Small commercial properties are still popular among “mum and dad investors” despite the impacts of COVID-19, with net yields of excellent properties remaining below 5%.
Investors seek small commercial properties with net yields under 5% as alternatives to term deposits for a long-term source of income. However, raising finance might result in trouble for potential investors.
“Most of the investors in the market for this type of property could either afford to pay cash or had other assets they could use as security for a mortgage,” said Bayleys agent Tony Chaudhary, as reported by Interest.co.nz.

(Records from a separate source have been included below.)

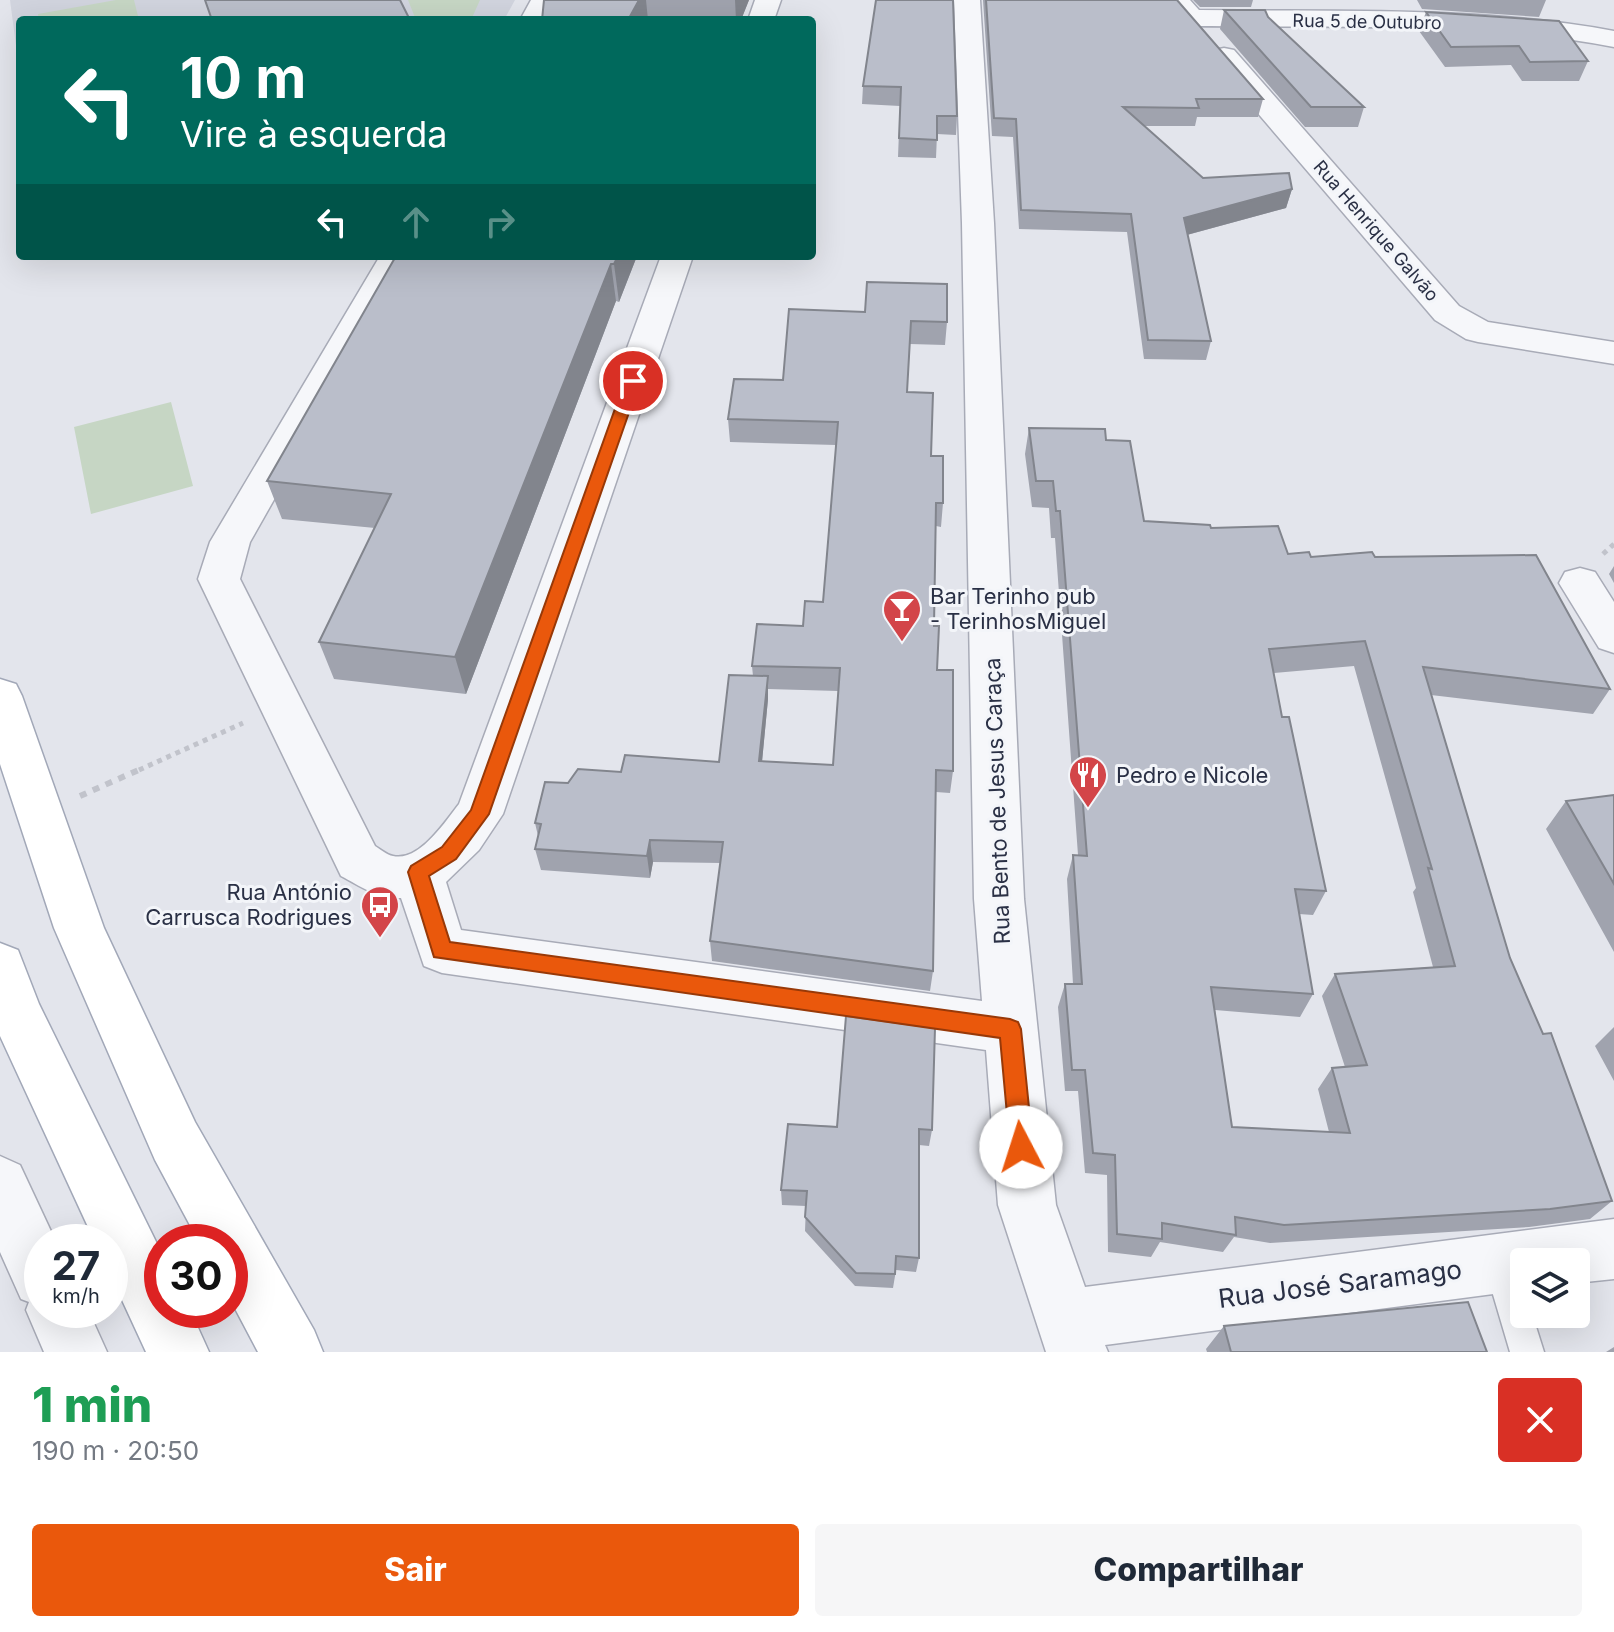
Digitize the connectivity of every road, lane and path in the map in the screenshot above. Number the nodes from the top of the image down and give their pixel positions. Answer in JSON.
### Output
{"nodes":[{"id":1,"x":967,"y":0,"type":"edge"},
{"id":2,"x":1183,"y":9,"type":"edge"},
{"id":3,"x":1614,"y":39,"type":"edge"},
{"id":4,"x":394,"y":260,"type":"edge"},
{"id":5,"x":676,"y":260,"type":"edge"},
{"id":6,"x":1614,"y":353,"type":"edge"},
{"id":7,"x":1580,"y":583,"type":"dead end"},
{"id":8,"x":1614,"y":637,"type":"edge"},
{"id":9,"x":0,"y":696,"type":"edge"},
{"id":10,"x":283,"y":706,"type":"junction"},
{"id":11,"x":39,"y":814,"type":"junction"},
{"id":12,"x":418,"y":872,"type":"junction"},
{"id":13,"x":0,"y":966,"type":"edge"},
{"id":14,"x":1010,"y":1029,"type":"junction"},
{"id":15,"x":0,"y":1185,"type":"edge"},
{"id":16,"x":24,"y":1238,"type":"edge"},
{"id":17,"x":1614,"y":1249,"type":"edge"},
{"id":18,"x":1500,"y":1264,"type":"junction"},
{"id":19,"x":65,"y":1328,"type":"edge"},
{"id":20,"x":1071,"y":1336,"type":"edge"},
{"id":21,"x":76,"y":1352,"type":"edge"},
{"id":22,"x":178,"y":1352,"type":"edge"},
{"id":23,"x":292,"y":1352,"type":"edge"},
{"id":24,"x":1527,"y":1352,"type":"edge"}],
"edges":[{"from":1,"to":14,"type":"street","name":"Rua Bento de Jesus Caraça"},
{"from":2,"to":3,"type":"street","name":"Rua 5 de Outubro"},
{"from":2,"to":6,"type":"street","name":"Rua Henrique Galvão"},
{"from":4,"to":10,"type":"street"},
{"from":5,"to":12,"type":"street"},
{"from":7,"to":8,"type":"street"},
{"from":9,"to":11,"type":"main road"},
{"from":10,"to":11,"type":"path"},
{"from":10,"to":12,"type":"street"},
{"from":11,"to":23,"type":"main road"},
{"from":12,"to":14,"type":"street"},
{"from":13,"to":22,"type":"main road"},
{"from":14,"to":20,"type":"street","name":"Rua Bento de Jesus Caraça"},
{"from":15,"to":16,"type":"street"},
{"from":17,"to":18,"type":"street","name":"Rua José Saramago"},
{"from":18,"to":20,"type":"street","name":"Rua José Saramago"},
{"from":18,"to":24,"type":"lane"},
{"from":19,"to":21,"type":"street"}]}
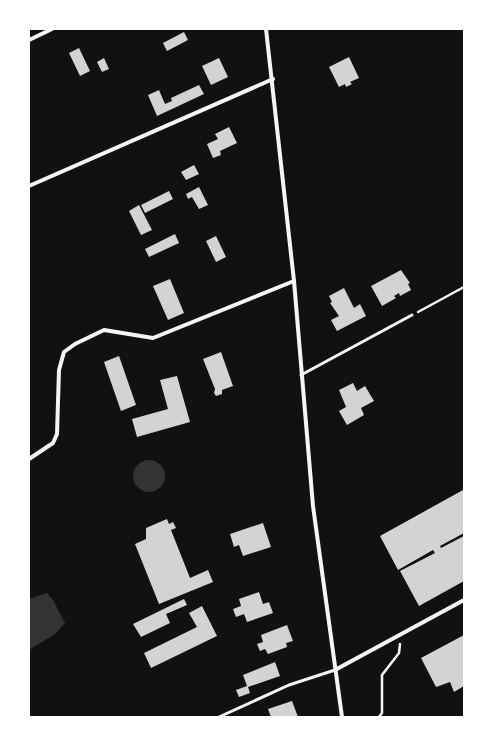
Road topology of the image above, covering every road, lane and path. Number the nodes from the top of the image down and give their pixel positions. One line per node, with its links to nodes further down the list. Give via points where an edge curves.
1 (52, 29): 3 (street)
2 (266, 29): 4 (street)
3 (29, 40)
4 (273, 79): 5 (street); 6 (street)
5 (29, 186)
6 (294, 281): 9 (street); 10 (street, via 152,338 104,330 75,344 64,352 59,370 57,434 53,443)
7 (464, 287): 8 (path)
8 (412, 315): 9 (lane)
9 (301, 375): 13 (street, via 312,506)
10 (29, 459)
11 (464, 600): 12 (street)
12 (400, 636): 13 (street); 16 (path, via 400,653 382,675 382,713)
13 (335, 670): 14 (lane, via 289,685); 15 (street)
14 (219, 717)
15 (342, 717)
16 (379, 717)

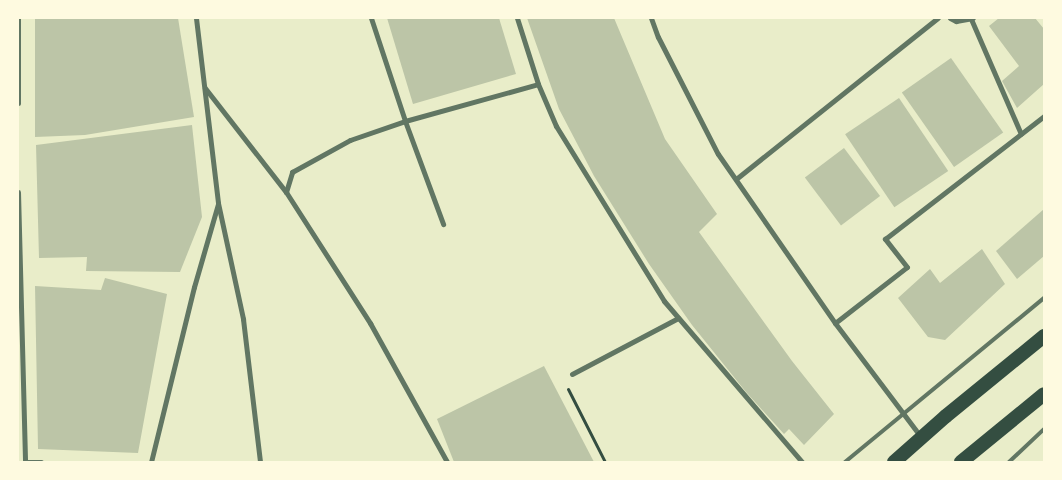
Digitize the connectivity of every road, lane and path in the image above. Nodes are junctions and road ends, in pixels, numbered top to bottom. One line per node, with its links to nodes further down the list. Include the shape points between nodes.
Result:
1 (18, 18): 11 (street)
2 (196, 18): 10 (street)
3 (371, 18): 13 (street)
4 (517, 18): 9 (street)
5 (650, 18): 15 (street, via 718,154)
6 (938, 18): 15 (street)
7 (950, 18): 8 (street, via 956,21)
8 (972, 18): 14 (street)
9 (538, 84): 13 (street); 21 (street, via 556,126 664,301)
10 (204, 88): 17 (street); 18 (street)
11 (18, 104)
12 (1044, 116): 14 (street)
13 (405, 121): 17 (street, via 350,140 292,172); 19 (street)
14 (1021, 134): 22 (street, via 885,239 907,267)
15 (736, 179): 22 (street)
16 (18, 192): 29 (street)
17 (286, 192): 33 (street, via 370,323)
18 (218, 203): 31 (street); 32 (street, via 243,319)
19 (443, 224)
20 (1044, 298): 26 (lane)
21 (678, 318): 24 (street); 35 (street)
22 (835, 323): 26 (street)
23 (1044, 336): 28 (highway)
24 (572, 374): 34 (path, via 564,382)
25 (1044, 394): 38 (highway)
26 (905, 413): 28 (street); 36 (lane)
27 (1044, 429): 39 (lane)
28 (922, 438): 37 (highway)
29 (25, 462): 30 (street)
30 (41, 462)
31 (151, 462)
32 (260, 462)
33 (447, 462)
34 (605, 462)
35 (802, 462)
36 (845, 462)
37 (894, 462)
38 (962, 462)
39 (1009, 462)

He added that this type of property remains popular despite the impacts of the pandemic because demand continuously exceeds the supply. Therefore, prices might continue to increase as investors lean towards slightly lower yields to secure the properties they want while interest rates continue to drop.
Read more: Mum and dad investors eager to return to the market
Meanwhile, retirees have been avoiding commercial building investments and syndications as they are concerned about the economic impact of the pandemic.
“Increasingly, residential property is looking like a good place to put your money. Housing demand still outstrips supply and sale prices continue to defy any doom and gloom,” said Derryn Mayne, the owner of Century 21 New Zealand.
“While rents in some areas will no doubt soften, the returns remain way better than bank interest, and of course, a solid capital gain will always be delivered in the medium to long term.”